» Instructions for the task
Set down the data below exactly; pictures stay out.

» Task data
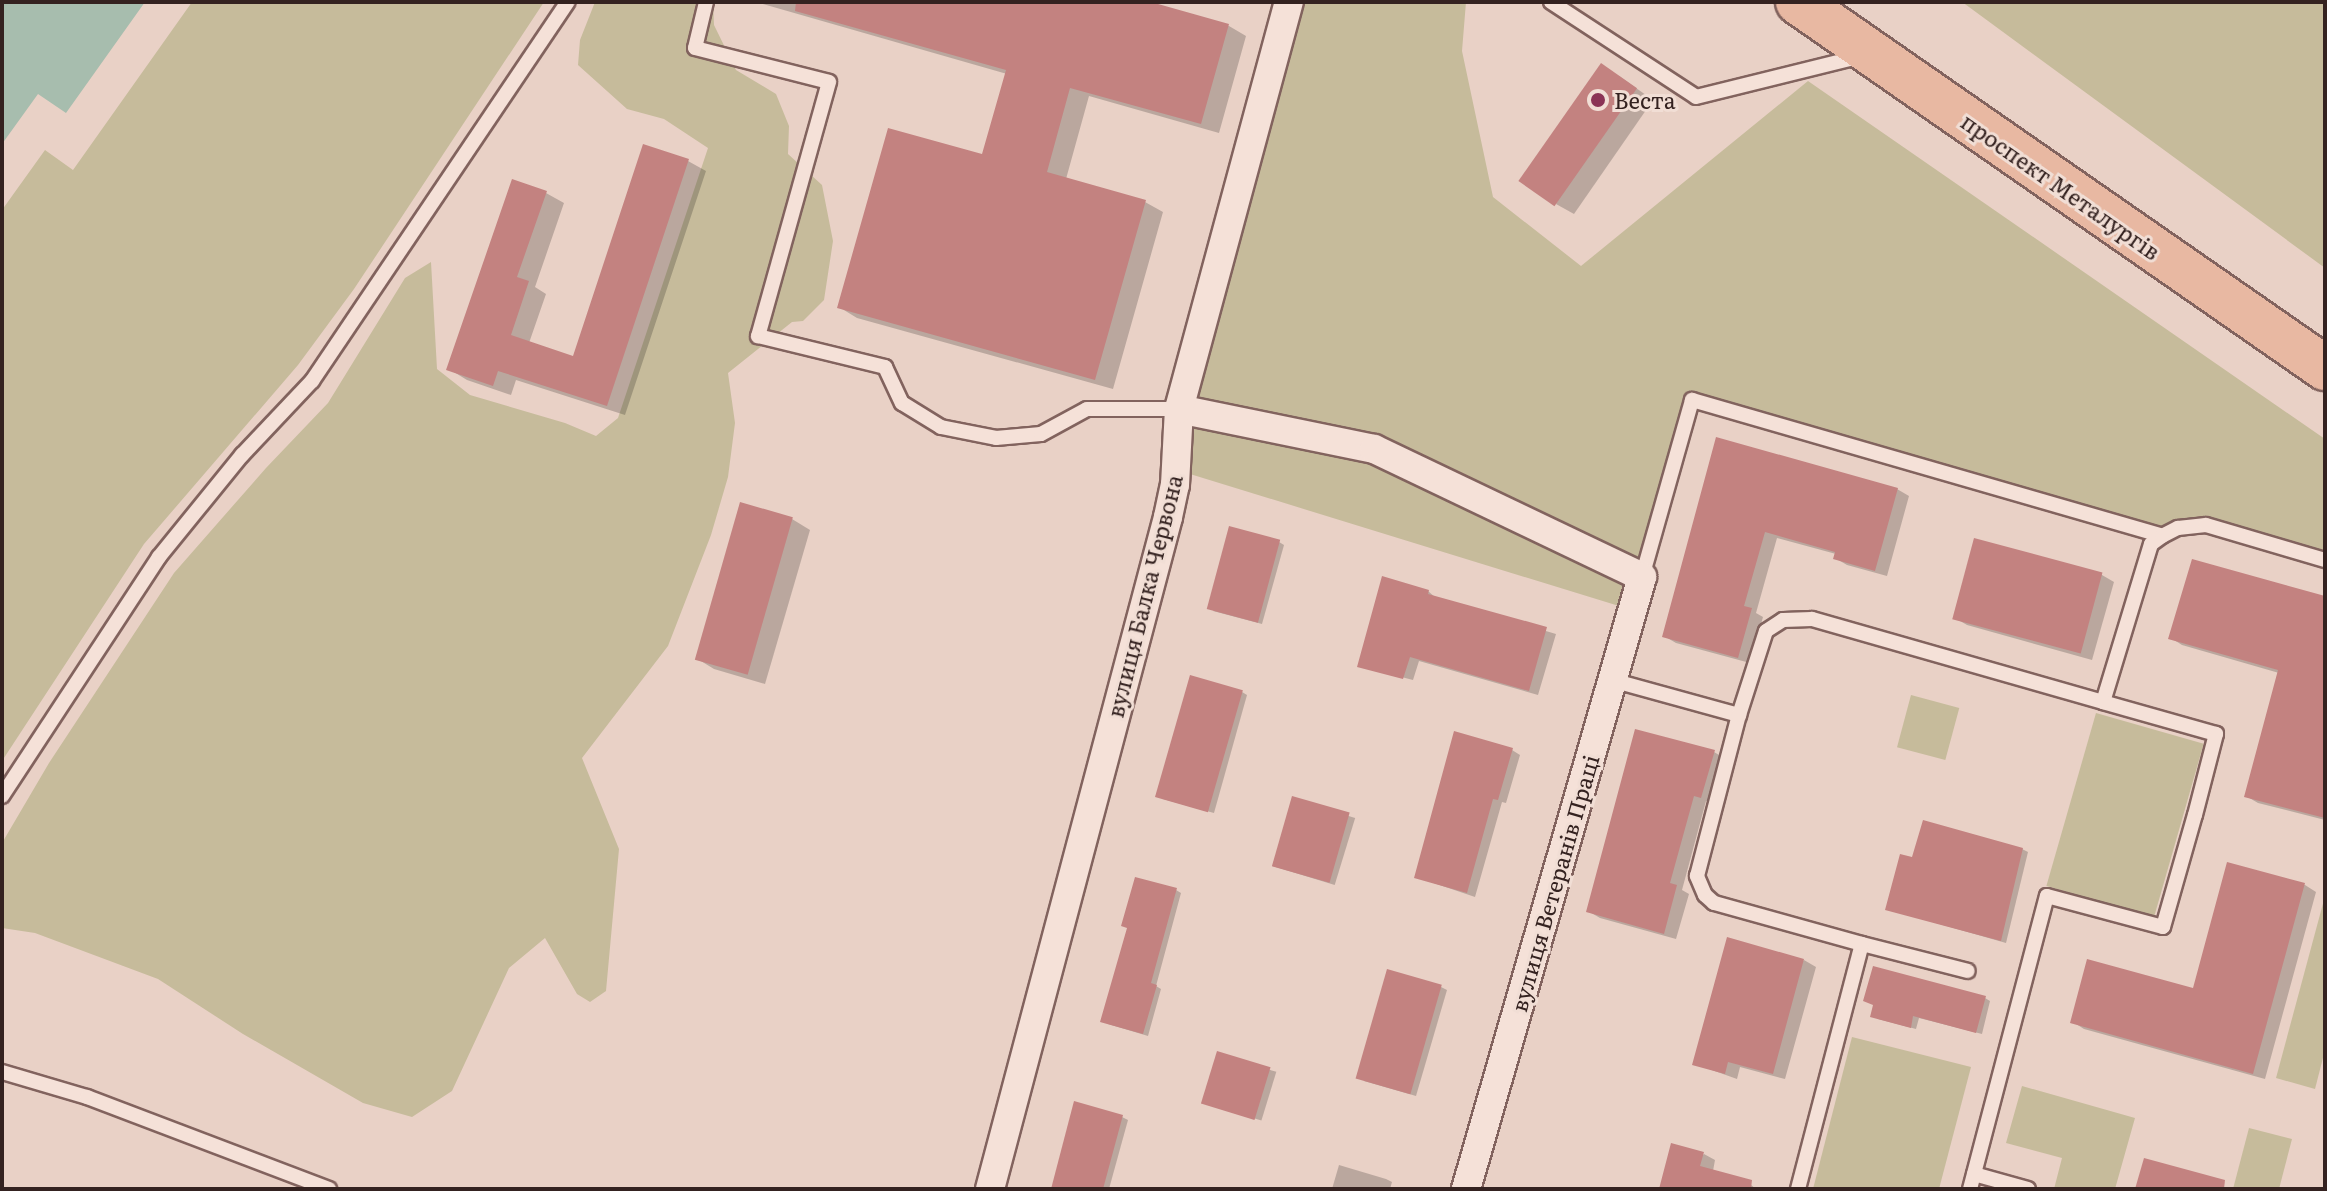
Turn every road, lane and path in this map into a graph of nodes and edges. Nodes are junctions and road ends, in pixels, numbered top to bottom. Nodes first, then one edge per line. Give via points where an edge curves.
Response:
1 (568, 2) edge
2 (706, 2) edge
3 (1551, 2) edge
4 (1798, 2) edge
5 (1287, 3) edge
6 (1871, 54) junction
7 (2325, 368) edge
8 (1179, 409) junction
9 (2162, 536) junction
10 (2325, 560) edge
11 (1642, 577) junction
12 (1612, 680) junction
13 (2103, 702) junction
14 (1739, 715) junction
15 (2, 796) edge
16 (1862, 944) junction
17 (1968, 971) dead end
18 (2, 1072) edge
19 (1974, 1174) junction
20 (329, 1189) edge
21 (990, 1189) edge
22 (1466, 1189) edge
23 (1798, 1189) edge
24 (1970, 1189) edge
25 (2028, 1189) edge

1 - 15 lane via 312,381 242,455 159,557
2 - 8 lane via 695,48 829,82 758,336 885,367 902,403 941,427 996,438 1041,434 1087,409
3 - 6 lane via 1696,97
4 - 6 main road, проспект Металургів
5 - 8 street, вулиця Балка Червона
6 - 7 main road, проспект Металургів
8 - 11 street via 1374,449
8 - 21 street, вулиця Балка Червона via 1168,517
9 - 10 lane via 2206,525
9 - 11 lane via 1692,400
9 - 13 lane via 2151,544
11 - 12 street, вулиця Ветеранів Праці
12 - 14 lane
12 - 22 street, вулиця Ветеранів Праці
13 - 14 lane via 1797,618 1766,631
13 - 19 lane via 2216,734 2195,815 2163,927 2047,896
14 - 16 lane via 1698,863 1701,889 1720,905
16 - 17 lane
16 - 23 lane
18 - 20 lane via 87,1097
19 - 24 lane
19 - 25 lane

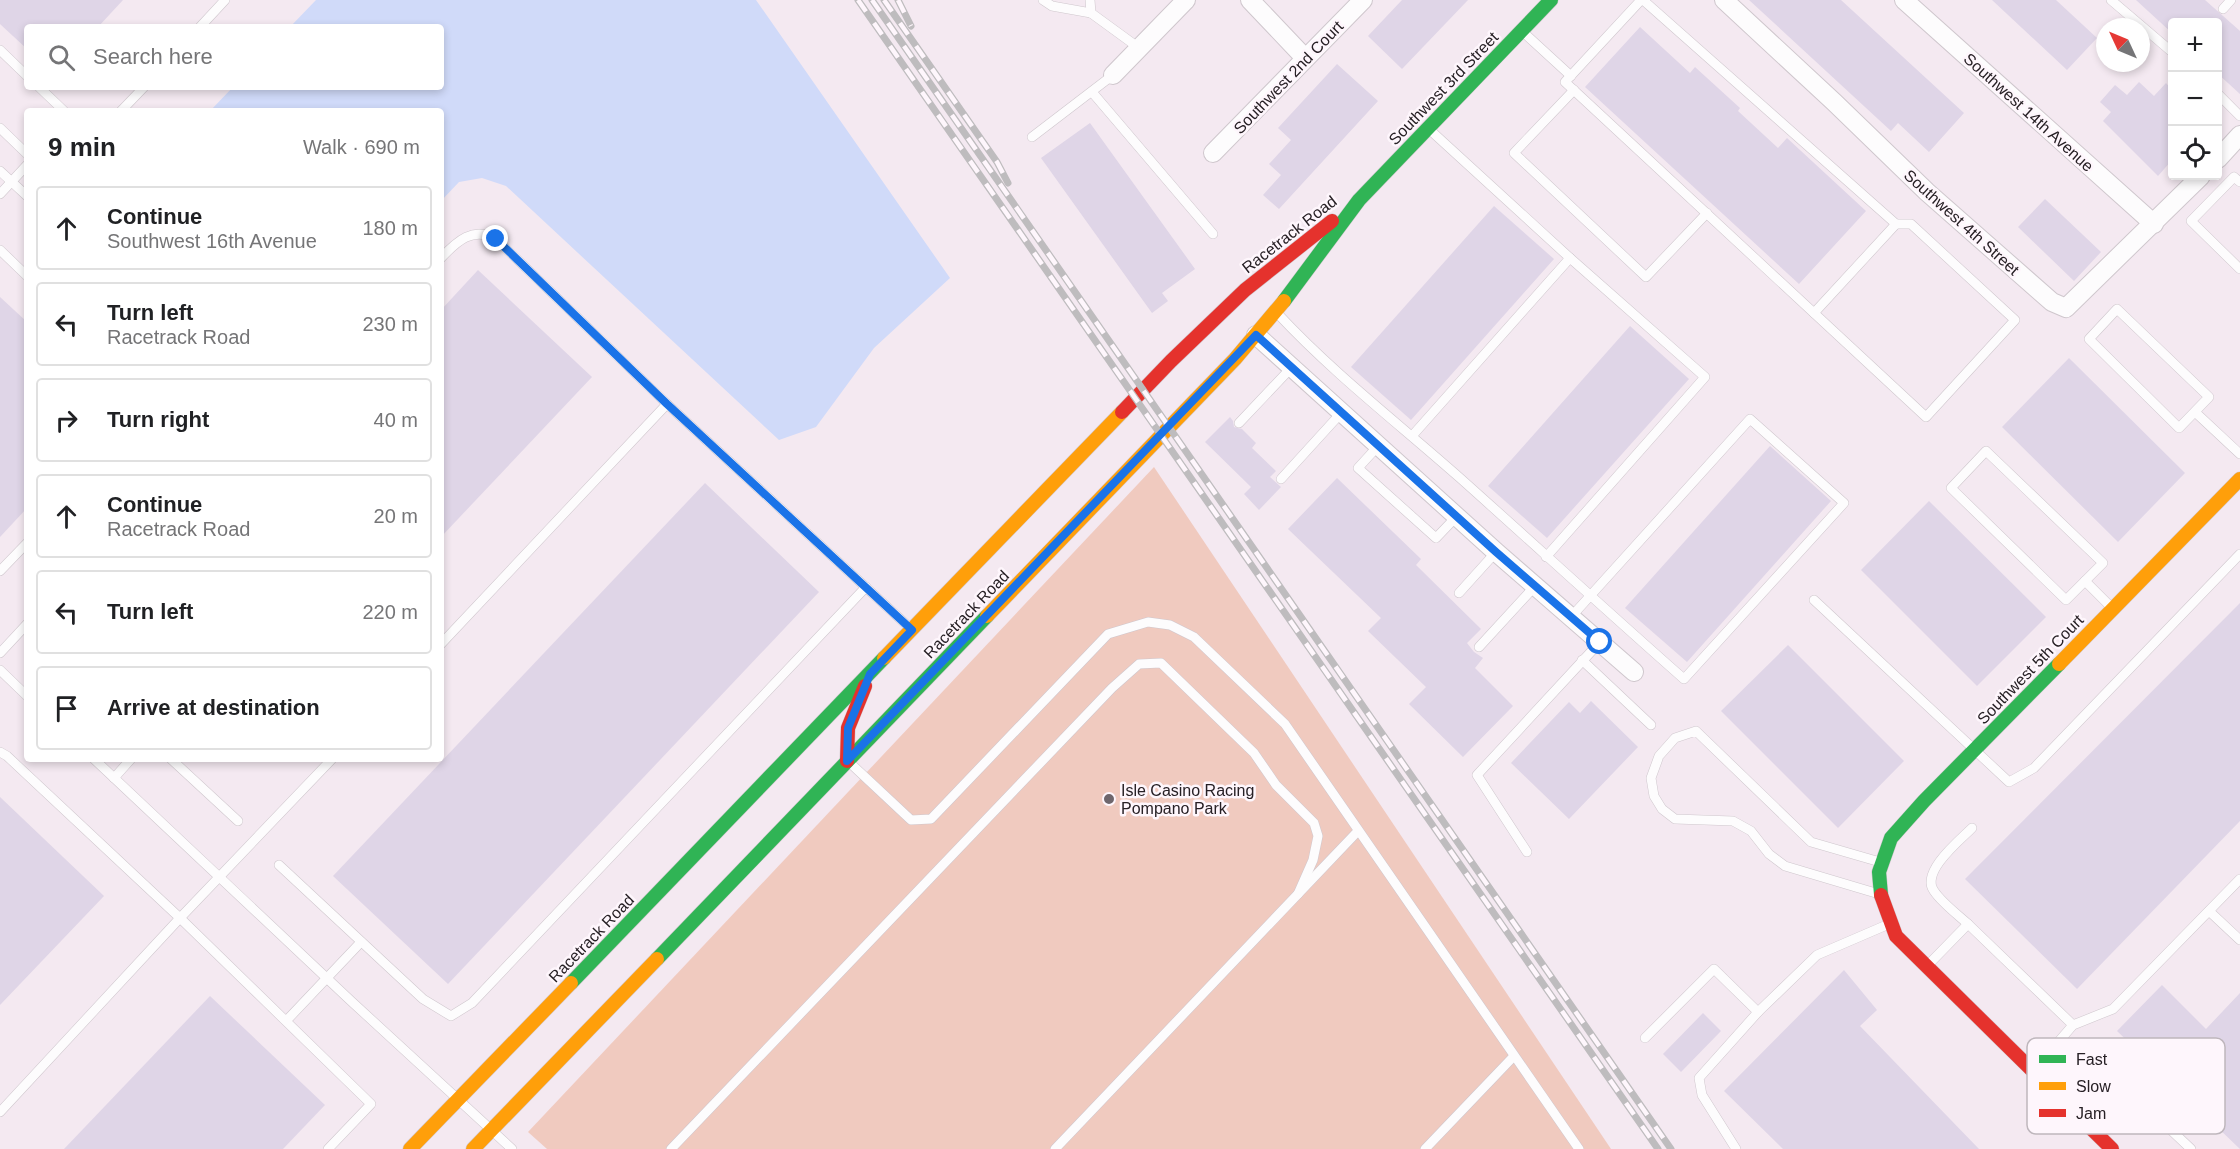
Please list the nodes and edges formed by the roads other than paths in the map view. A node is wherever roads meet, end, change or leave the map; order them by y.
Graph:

» Solution to this problem
Turn every road, lane and path in this map into a graph of nodes and edges. Nodes are junctions and road ends, in pixels, numbered top to bottom. Nodes first, then one edge per line. Give via points where an edge curves.
Response:
1 (568, 2) edge
2 (706, 2) edge
3 (1551, 2) edge
4 (1798, 2) edge
5 (1287, 3) edge
6 (1871, 54) junction
7 (2325, 368) edge
8 (1179, 409) junction
9 (2162, 536) junction
10 (2325, 560) edge
11 (1642, 577) junction
12 (1612, 680) junction
13 (2103, 702) junction
14 (1739, 715) junction
15 (2, 796) edge
16 (1862, 944) junction
17 (1968, 971) dead end
18 (2, 1072) edge
19 (1974, 1174) junction
20 (329, 1189) edge
21 (990, 1189) edge
22 (1466, 1189) edge
23 (1798, 1189) edge
24 (1970, 1189) edge
25 (2028, 1189) edge

1 - 15 lane via 312,381 242,455 159,557
2 - 8 lane via 695,48 829,82 758,336 885,367 902,403 941,427 996,438 1041,434 1087,409
3 - 6 lane via 1696,97
4 - 6 main road, проспект Металургів
5 - 8 street, вулиця Балка Червона
6 - 7 main road, проспект Металургів
8 - 11 street via 1374,449
8 - 21 street, вулиця Балка Червона via 1168,517
9 - 10 lane via 2206,525
9 - 11 lane via 1692,400
9 - 13 lane via 2151,544
11 - 12 street, вулиця Ветеранів Праці
12 - 14 lane
12 - 22 street, вулиця Ветеранів Праці
13 - 14 lane via 1797,618 1766,631
13 - 19 lane via 2216,734 2195,815 2163,927 2047,896
14 - 16 lane via 1698,863 1701,889 1720,905
16 - 17 lane
16 - 23 lane
18 - 20 lane via 87,1097
19 - 24 lane
19 - 25 lane

Please list the nodes and edges formed by the roads other than paths in the map view. A node is wherever roads meet, end, change or leave the map; order them by y.
Graph:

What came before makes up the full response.